Xinhua, February 13, 2015 Adjust font size:

For more than 250 years, swimmers have been coming to the inlet on the southern tip of Dublin Bay in Ireland called the Forty Foot to swim in the sea.

Beyond a short but cautious climb over uneven sometimes ice-glazed rocks, the sea at the Forty Foot is rough and choppy on a February morning. About a dozen bathers have gathered along a sunny wall on what they call "the Sandycove Side."

At 10 a.m., most of the swimmers on Friday are over 50 years old -- each of them in various stages of undress. Some have just finished their swim and others have just arrived.

"I like to come here at high-tide, so we don't have to walk too far to the water," said Cynthia O'Mahoney, 41, who started swimming at the Forty Foot about two years ago.

"It's an addiction," said Stephen Smith, from nearby Dun Laoghaire town. He has been swimming here almost every day for over 13 years. "It's a healthy addiction to the feeling afterwards. I don't feel right on the days I don't swim."

Smith, who is in his mid-fifties, said he began swimming at the Forty Foot on a dare. "I only learned to swim when I turned forty, as a challenge to myself," he said. "It was May when I started swimming here, and the first winter was the hardest." Smith said the sense of friendly camaraderie among the swimmers here was a strong motivator too.

Perhaps the most famous swimmers at the Forty Foot may have been the Irish author James Joyce, who lived in the Martello tower that is just a few meters up on the hill, and which overlooks this picturesque promontory.

In James Joyce's literary classic Ulysses, published this month 93 years ago, protagonist Leopold Bloom began his day at this spot, where his friend Buck Mulligan "capered before them down towards the 40-foot hole, fluttering his wing-like hands."

For most of its history as a swimming destination, bathers at the Forty Foot were male "naturalists" who swam in the buff, and since the 1880s, the Forty Foot has been maintained by the all male Sandycove Bathers' Association.

"They installed the railings and built the two huts," said O'Mahoney. "One is for changing and the other is for making tea."
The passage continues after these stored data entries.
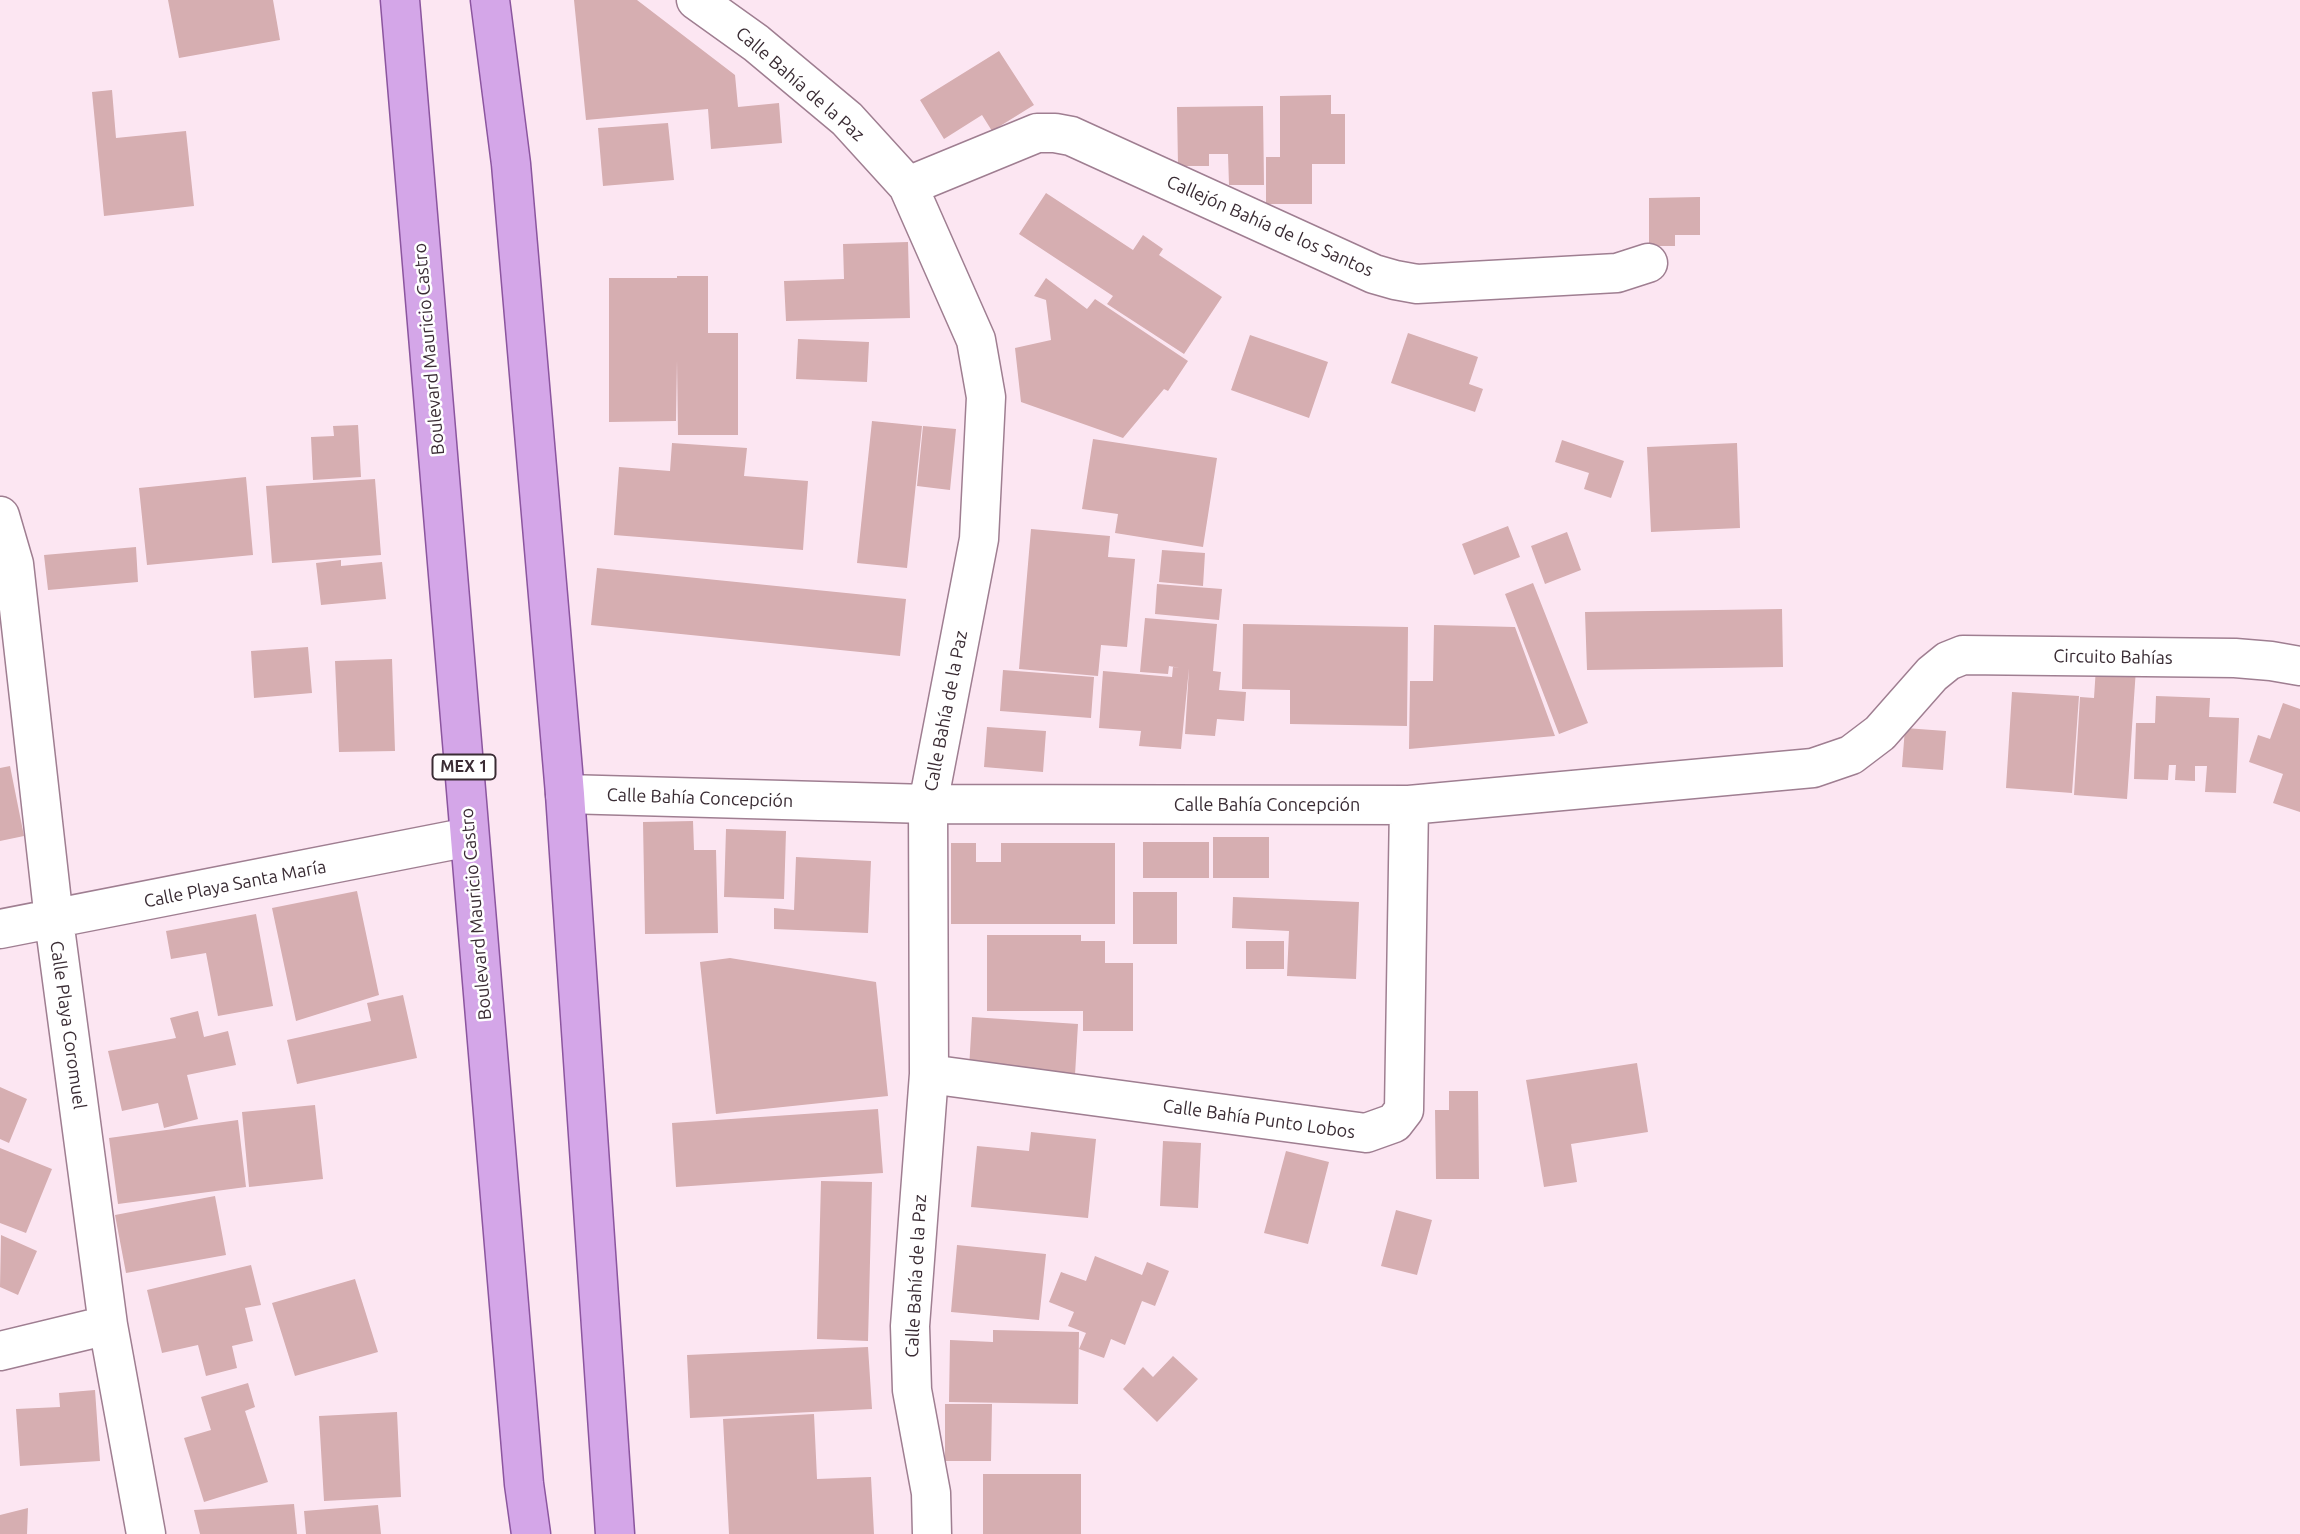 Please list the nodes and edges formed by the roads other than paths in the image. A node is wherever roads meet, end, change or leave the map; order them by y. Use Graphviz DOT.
graph roads {
  1 [pos="400,0"];
  2 [pos="489,0"];
  3 [pos="696,0"];
  4 [pos="908,186"];
  5 [pos="1648,263"];
  6 [pos="0,516"];
  7 [pos="2300,666"];
  8 [pos="1932,674"];
  9 [pos="565,794"];
  10 [pos="928,804"];
  11 [pos="1409,805"];
  12 [pos="469,837"];
  13 [pos="54,920"];
  14 [pos="0,929"];
  15 [pos="929,1074"];
  16 [pos="108,1325"];
  17 [pos="0,1351"];
  18 [pos="146,1534"];
  19 [pos="531,1534"];
  20 [pos="615,1534"];
  21 [pos="932,1534"];
  1 -- 12 [label="main road, Boulevard Mauricio Castro / MEX 1"];
  2 -- 9 [label="main road"];
  3 -- 4 [label="street, Calle Bahía de la Paz"];
  4 -- 5 [label="street, Callejón Bahía de los Santos"];
  4 -- 10 [label="street, Calle Bahía de la Paz"];
  6 -- 13 [label="street, Calle Playa Coromuel"];
  7 -- 8 [label="street, Circuito Bahías"];
  8 -- 11 [label="street, Calle Bahía Concepción"];
  9 -- 10 [label="street, Calle Bahía Concepción"];
  9 -- 20 [label="main road"];
  10 -- 11 [label="street, Calle Bahía Concepción"];
  10 -- 15 [label="street, Calle Bahía de la Paz"];
  11 -- 15 [label="street, Calle Bahía Punto Lobos"];
  12 -- 13 [label="street, Calle Playa Santa María"];
  12 -- 19 [label="main road, Boulevard Mauricio Castro / MEX 1"];
  13 -- 14 [label="street, Calle Playa Santa María"];
  13 -- 16 [label="street, Calle Playa Coromuel"];
  15 -- 21 [label="street, Calle Bahía de la Paz"];
  16 -- 17 [label="street"];
  16 -- 18 [label="street, Calle Playa Coromuel"];
} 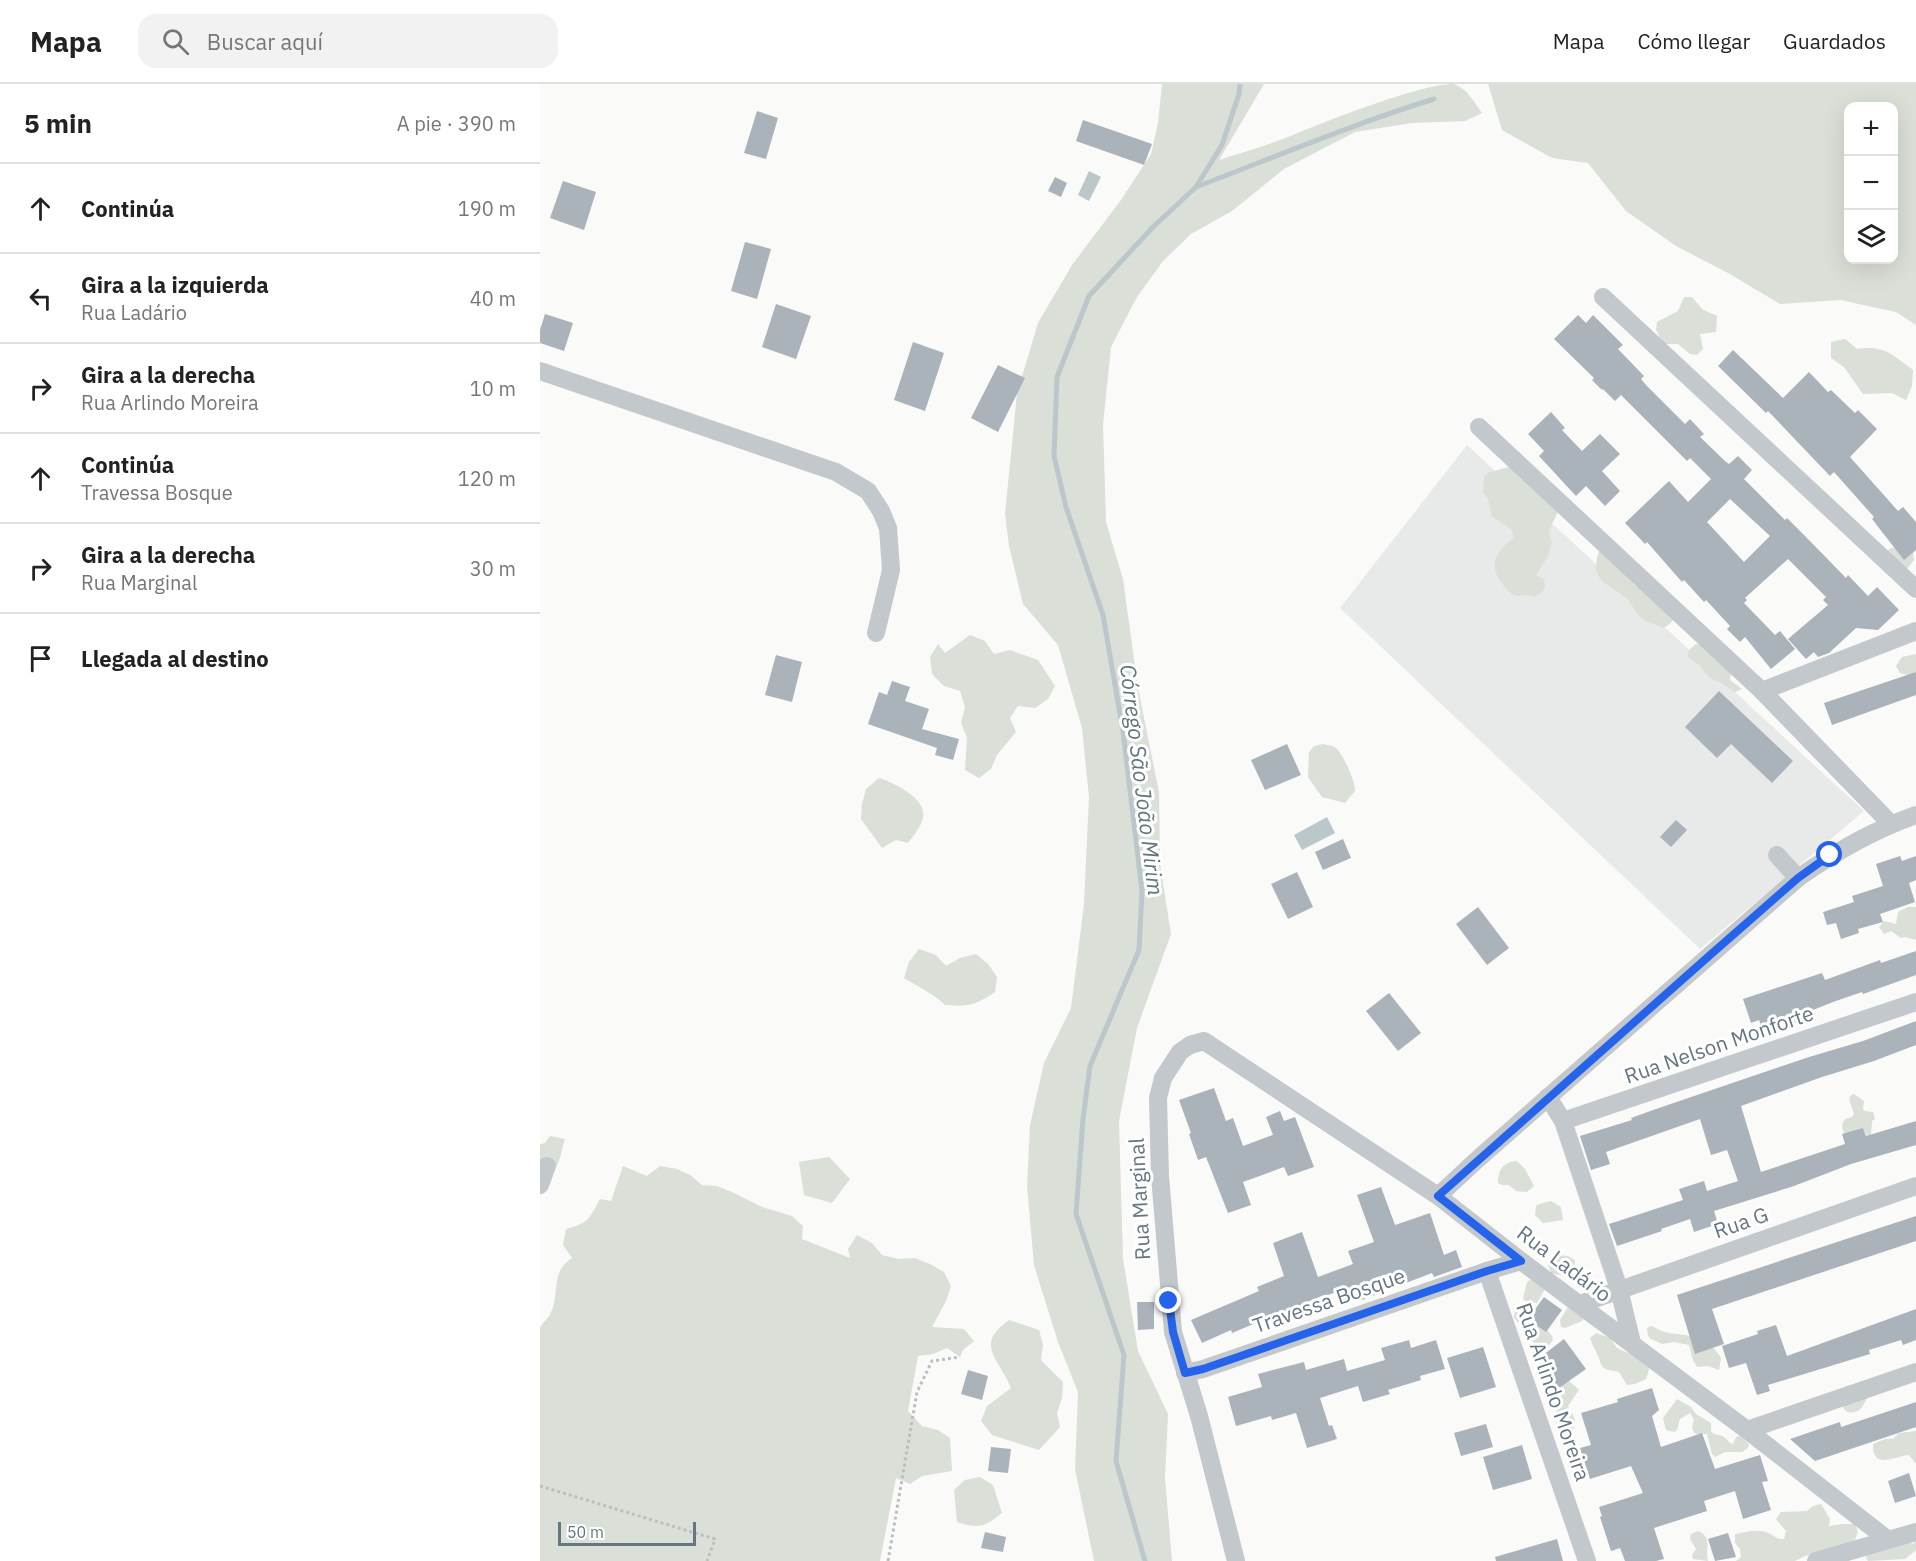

Though women have been coming to the Forty Foot to swim since the late 1960s as they pushed for more equality in Ireland, the Bathers' Association only began admitting women as members in March of 2014.

"Before that, women were allowed to swim here, but not to use the huts," O'Mahoney said.

A sign with "Togs must be worn" in bold lettering has been erected to warn swimmers against swimming in the nude, but this is still common practice. O'Mahony pointed out an area in the shade of an overhanging rock, where she said elderly gentlemen still strip down for their dip in the sea. "They will say, excuse me ladies, but I've forgotten my togs and am going to swim in the nip," she said.

Swimming in the sea has its usual dangers. In addition to turbulent waters, swimmers have reportedly been stung by jellyfish or bitten by seals in the waters.

It may seem like common sense to exercise caution when swimming in the open sea, but that did not deter visitors who were injured at this historic swimming spot from taking legal action against the 130-year-old bathing organization.

A string of lawsuits and liabilities made the association impossible to insure, and the group voted to disband this past December.

Though some worry that without the stewardship of the Sandycove Bathers' Association, the swimming hole might fall prey to graffiti and litter, like a number of other popular public swimming spots on the Dublin Bay, others like Sophie Watson said they will not be missed.

"They did pour bleach on the steps when they were covered with moss," Watson said. "But to me they were a bunch of codgers who did not want to include women."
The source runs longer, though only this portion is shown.